(Data under study begins)

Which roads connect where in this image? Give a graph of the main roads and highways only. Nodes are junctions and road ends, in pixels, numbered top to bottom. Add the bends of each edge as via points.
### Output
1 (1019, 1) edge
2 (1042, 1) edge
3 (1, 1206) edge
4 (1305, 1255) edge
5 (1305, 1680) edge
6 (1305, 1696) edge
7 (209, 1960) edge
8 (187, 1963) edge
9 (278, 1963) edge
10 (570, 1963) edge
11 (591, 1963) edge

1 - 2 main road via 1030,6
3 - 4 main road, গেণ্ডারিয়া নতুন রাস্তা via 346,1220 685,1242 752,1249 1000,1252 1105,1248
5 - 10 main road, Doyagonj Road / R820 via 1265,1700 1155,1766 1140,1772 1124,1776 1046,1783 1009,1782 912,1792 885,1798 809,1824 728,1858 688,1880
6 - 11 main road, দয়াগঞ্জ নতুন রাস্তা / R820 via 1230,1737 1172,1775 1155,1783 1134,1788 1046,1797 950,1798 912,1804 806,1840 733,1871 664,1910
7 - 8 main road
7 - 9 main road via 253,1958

(Data under study ends)
(Data under study begins)

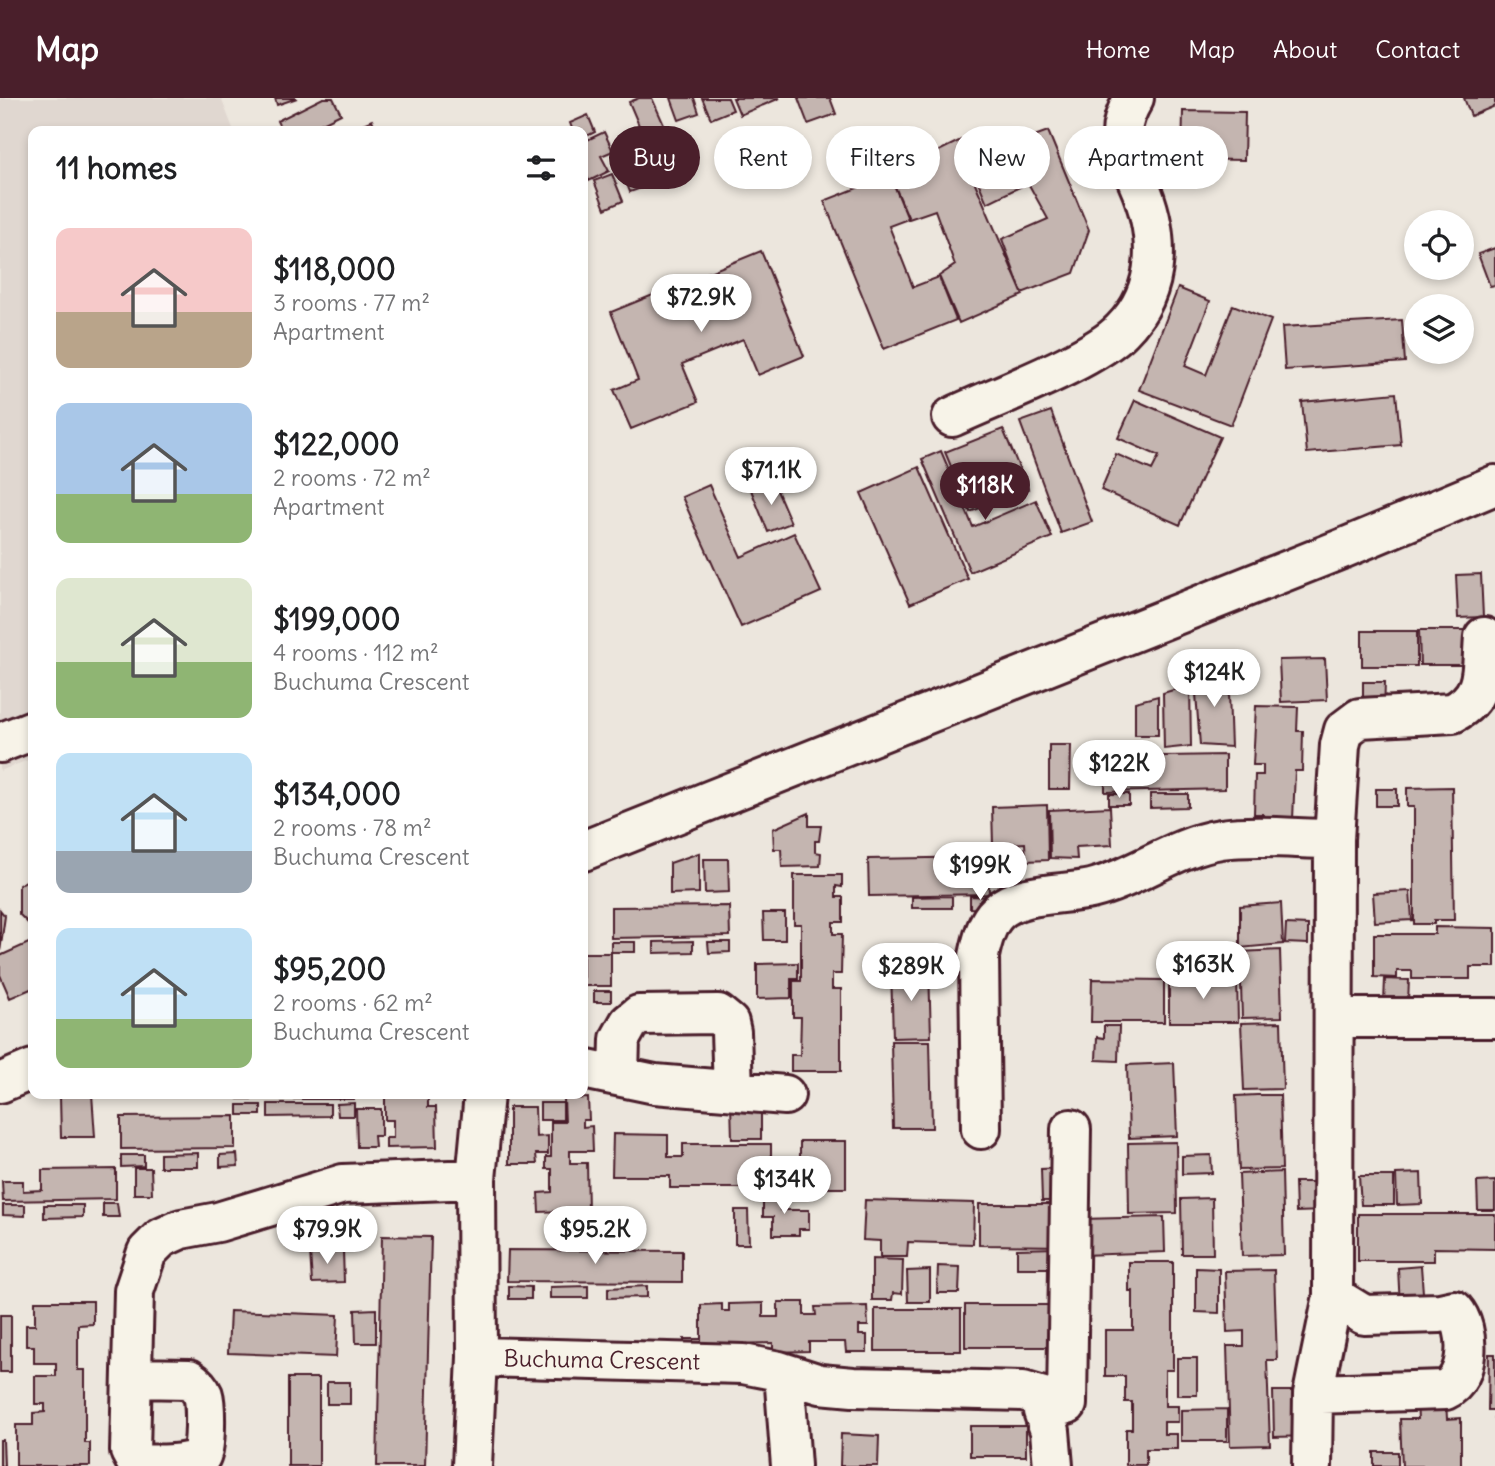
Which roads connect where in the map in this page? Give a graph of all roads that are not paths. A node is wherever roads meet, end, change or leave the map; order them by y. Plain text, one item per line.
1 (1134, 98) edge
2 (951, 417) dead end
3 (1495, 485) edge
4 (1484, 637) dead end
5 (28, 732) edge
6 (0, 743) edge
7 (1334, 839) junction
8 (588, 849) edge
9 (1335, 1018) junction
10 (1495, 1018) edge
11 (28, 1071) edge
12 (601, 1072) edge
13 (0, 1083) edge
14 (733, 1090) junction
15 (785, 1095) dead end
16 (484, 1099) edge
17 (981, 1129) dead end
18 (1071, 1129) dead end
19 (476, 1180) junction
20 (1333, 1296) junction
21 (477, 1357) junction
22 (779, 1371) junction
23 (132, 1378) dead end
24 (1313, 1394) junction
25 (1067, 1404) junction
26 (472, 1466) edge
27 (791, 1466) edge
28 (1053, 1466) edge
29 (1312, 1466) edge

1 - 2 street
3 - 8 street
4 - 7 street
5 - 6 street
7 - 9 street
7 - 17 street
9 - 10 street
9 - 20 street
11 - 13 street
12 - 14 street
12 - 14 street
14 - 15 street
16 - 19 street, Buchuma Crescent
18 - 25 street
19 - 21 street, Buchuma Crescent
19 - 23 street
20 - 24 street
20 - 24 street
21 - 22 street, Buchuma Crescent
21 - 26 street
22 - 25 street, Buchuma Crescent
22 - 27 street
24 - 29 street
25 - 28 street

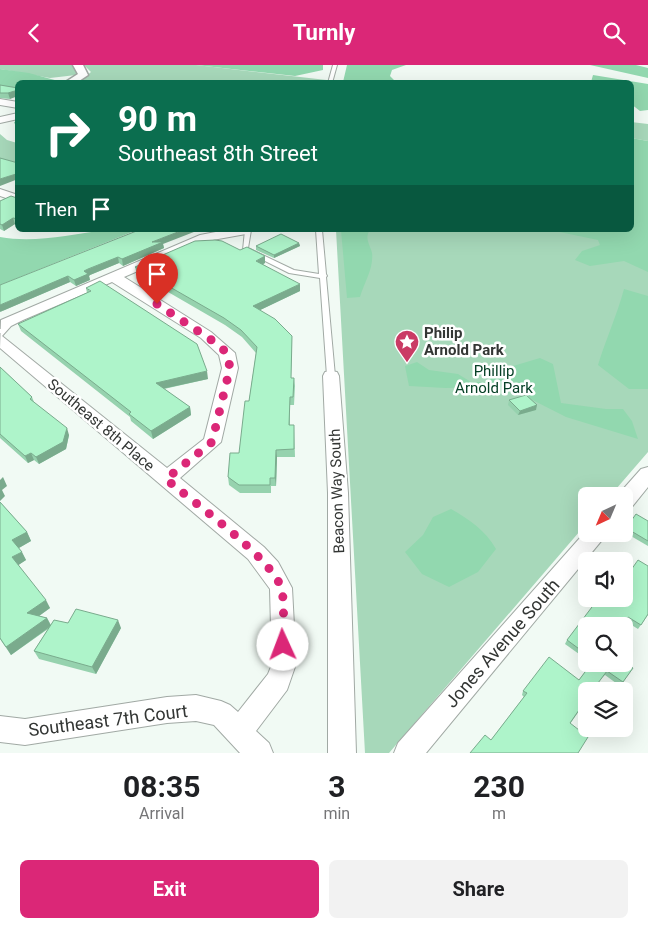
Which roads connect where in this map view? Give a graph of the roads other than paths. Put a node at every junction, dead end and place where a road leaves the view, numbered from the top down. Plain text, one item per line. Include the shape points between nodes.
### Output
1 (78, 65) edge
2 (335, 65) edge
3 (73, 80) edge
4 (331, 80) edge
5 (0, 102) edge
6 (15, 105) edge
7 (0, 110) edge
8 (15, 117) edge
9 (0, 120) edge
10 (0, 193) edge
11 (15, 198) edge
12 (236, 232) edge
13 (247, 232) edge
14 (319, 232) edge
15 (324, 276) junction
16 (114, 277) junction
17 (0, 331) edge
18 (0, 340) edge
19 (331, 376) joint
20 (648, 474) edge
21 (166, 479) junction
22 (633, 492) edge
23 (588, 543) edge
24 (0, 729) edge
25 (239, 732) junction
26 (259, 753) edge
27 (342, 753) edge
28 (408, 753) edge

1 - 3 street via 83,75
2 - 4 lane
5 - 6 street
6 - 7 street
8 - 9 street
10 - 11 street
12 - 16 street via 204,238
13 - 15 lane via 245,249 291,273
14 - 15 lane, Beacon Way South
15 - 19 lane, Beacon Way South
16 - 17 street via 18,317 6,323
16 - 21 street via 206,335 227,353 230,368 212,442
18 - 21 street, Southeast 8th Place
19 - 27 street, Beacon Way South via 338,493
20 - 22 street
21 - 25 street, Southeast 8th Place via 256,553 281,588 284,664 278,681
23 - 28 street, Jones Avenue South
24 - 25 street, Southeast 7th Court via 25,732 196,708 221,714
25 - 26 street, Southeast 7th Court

(Data under study ends)

= Exercise =
Among the entries, how many lines contain the string "points"? Give the number without anything else.

= Answer to this exercise =
2